* EXERCISE BRIEF: List the lines of this listing that hold the word "Plain".

* SUPPLIED DATA:
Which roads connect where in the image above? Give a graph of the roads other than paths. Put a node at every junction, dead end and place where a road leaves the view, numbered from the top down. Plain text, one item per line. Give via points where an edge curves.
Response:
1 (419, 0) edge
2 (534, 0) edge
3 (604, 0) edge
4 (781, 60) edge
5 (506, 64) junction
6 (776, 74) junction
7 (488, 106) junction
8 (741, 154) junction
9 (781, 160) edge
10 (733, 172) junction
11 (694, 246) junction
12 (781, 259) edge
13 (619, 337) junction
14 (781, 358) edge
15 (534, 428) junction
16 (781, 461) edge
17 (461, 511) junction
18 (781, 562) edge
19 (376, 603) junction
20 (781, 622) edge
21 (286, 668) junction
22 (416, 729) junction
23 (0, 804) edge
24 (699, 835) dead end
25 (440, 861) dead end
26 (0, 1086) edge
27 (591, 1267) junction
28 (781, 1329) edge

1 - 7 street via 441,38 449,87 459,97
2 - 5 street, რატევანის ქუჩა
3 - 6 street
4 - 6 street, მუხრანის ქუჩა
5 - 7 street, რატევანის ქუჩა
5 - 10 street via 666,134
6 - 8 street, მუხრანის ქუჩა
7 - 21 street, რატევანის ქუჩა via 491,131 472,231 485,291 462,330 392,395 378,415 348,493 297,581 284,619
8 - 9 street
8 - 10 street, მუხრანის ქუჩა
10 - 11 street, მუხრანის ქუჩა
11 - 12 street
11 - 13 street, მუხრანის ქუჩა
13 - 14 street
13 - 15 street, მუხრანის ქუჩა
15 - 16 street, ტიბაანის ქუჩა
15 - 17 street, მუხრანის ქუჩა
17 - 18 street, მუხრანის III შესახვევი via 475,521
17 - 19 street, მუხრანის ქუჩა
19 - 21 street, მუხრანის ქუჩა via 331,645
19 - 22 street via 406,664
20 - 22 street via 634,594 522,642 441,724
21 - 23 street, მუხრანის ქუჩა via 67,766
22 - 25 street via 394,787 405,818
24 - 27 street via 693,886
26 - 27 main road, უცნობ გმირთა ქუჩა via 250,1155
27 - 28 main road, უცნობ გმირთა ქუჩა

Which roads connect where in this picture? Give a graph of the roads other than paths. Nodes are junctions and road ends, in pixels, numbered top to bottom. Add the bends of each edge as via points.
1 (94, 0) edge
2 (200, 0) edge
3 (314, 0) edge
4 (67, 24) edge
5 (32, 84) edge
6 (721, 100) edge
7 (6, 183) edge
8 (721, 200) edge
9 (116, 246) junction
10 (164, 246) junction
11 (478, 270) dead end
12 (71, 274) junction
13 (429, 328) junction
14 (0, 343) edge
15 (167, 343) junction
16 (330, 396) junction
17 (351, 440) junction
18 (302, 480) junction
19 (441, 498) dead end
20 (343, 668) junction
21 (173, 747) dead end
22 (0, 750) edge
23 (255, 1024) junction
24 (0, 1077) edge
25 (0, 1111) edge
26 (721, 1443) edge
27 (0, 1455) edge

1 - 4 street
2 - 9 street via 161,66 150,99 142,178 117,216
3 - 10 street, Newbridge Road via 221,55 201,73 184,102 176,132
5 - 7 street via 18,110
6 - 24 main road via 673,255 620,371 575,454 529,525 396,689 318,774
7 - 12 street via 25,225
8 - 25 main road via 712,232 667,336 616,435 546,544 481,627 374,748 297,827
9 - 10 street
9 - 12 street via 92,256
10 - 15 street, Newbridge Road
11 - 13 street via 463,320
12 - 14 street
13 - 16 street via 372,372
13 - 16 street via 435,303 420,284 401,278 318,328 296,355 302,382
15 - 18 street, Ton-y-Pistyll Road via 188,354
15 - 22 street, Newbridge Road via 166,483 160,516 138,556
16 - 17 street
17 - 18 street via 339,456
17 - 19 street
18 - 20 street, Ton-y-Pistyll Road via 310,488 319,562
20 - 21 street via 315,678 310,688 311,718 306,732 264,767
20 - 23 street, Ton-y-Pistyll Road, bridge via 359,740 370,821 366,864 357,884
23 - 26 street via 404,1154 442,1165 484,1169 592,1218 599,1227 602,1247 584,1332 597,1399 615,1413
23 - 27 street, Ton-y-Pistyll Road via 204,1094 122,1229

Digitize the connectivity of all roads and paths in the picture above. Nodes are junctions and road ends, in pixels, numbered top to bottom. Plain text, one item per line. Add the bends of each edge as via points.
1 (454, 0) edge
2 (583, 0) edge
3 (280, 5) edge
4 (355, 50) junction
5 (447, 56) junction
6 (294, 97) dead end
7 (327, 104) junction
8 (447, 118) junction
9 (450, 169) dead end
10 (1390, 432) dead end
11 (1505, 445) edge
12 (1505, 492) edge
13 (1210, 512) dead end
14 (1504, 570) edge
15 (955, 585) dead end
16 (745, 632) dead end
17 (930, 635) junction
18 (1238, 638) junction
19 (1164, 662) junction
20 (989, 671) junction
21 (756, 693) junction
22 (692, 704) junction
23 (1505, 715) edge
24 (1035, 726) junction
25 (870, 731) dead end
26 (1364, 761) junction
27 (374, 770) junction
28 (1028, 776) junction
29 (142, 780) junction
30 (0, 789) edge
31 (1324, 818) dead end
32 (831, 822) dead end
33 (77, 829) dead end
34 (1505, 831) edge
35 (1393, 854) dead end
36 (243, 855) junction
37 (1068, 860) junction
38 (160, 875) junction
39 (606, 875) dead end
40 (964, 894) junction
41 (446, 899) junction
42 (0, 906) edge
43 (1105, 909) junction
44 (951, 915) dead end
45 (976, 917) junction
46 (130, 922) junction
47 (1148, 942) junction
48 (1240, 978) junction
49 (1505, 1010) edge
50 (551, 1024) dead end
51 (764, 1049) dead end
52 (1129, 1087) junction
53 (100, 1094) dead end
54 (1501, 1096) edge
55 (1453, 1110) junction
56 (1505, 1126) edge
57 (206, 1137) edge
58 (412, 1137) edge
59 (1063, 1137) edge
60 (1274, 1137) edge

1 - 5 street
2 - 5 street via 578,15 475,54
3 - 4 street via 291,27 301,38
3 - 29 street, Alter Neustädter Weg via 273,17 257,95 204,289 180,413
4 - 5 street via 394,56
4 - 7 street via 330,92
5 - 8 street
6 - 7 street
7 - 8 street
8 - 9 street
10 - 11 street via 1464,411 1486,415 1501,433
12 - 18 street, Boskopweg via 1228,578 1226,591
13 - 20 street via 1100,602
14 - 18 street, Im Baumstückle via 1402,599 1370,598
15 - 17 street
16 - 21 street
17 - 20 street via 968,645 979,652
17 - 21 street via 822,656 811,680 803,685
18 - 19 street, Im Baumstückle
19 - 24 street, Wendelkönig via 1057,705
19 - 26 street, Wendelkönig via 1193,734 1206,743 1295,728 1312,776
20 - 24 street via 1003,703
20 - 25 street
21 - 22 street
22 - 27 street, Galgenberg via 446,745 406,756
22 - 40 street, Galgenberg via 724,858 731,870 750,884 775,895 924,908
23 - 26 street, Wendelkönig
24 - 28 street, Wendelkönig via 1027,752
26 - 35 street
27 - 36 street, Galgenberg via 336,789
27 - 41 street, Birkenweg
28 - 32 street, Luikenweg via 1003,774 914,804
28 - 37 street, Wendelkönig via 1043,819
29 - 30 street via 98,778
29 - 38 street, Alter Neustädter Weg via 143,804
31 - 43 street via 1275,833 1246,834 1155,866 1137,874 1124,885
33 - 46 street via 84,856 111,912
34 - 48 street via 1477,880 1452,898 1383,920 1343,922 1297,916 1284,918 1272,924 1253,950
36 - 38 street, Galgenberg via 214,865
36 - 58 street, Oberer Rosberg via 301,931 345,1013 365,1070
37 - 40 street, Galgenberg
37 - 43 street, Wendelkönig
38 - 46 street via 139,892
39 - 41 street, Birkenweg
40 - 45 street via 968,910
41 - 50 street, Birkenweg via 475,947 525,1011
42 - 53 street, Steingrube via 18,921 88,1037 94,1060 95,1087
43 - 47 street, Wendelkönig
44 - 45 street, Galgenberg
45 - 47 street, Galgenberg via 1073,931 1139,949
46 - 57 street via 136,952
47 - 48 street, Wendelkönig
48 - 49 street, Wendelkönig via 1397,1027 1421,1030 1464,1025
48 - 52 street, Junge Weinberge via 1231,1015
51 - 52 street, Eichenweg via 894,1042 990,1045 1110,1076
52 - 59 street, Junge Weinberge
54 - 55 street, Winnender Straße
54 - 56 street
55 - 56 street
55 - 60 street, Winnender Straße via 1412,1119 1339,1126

* SOLUTION TO THE EXERCISE:
Which roads connect where in the image above? Give a graph of the roads other than paths. Put a node at every junction, dead end and place where a road leaves the view, numbered from the top down. Plain text, one item per line. Give via points where an edge curves.
Digitize the connectivity of all roads and paths in the picture above. Nodes are junctions and road ends, in pixels, numbered top to bottom. Plain text, one item per line. Add the bends of each edge as via points.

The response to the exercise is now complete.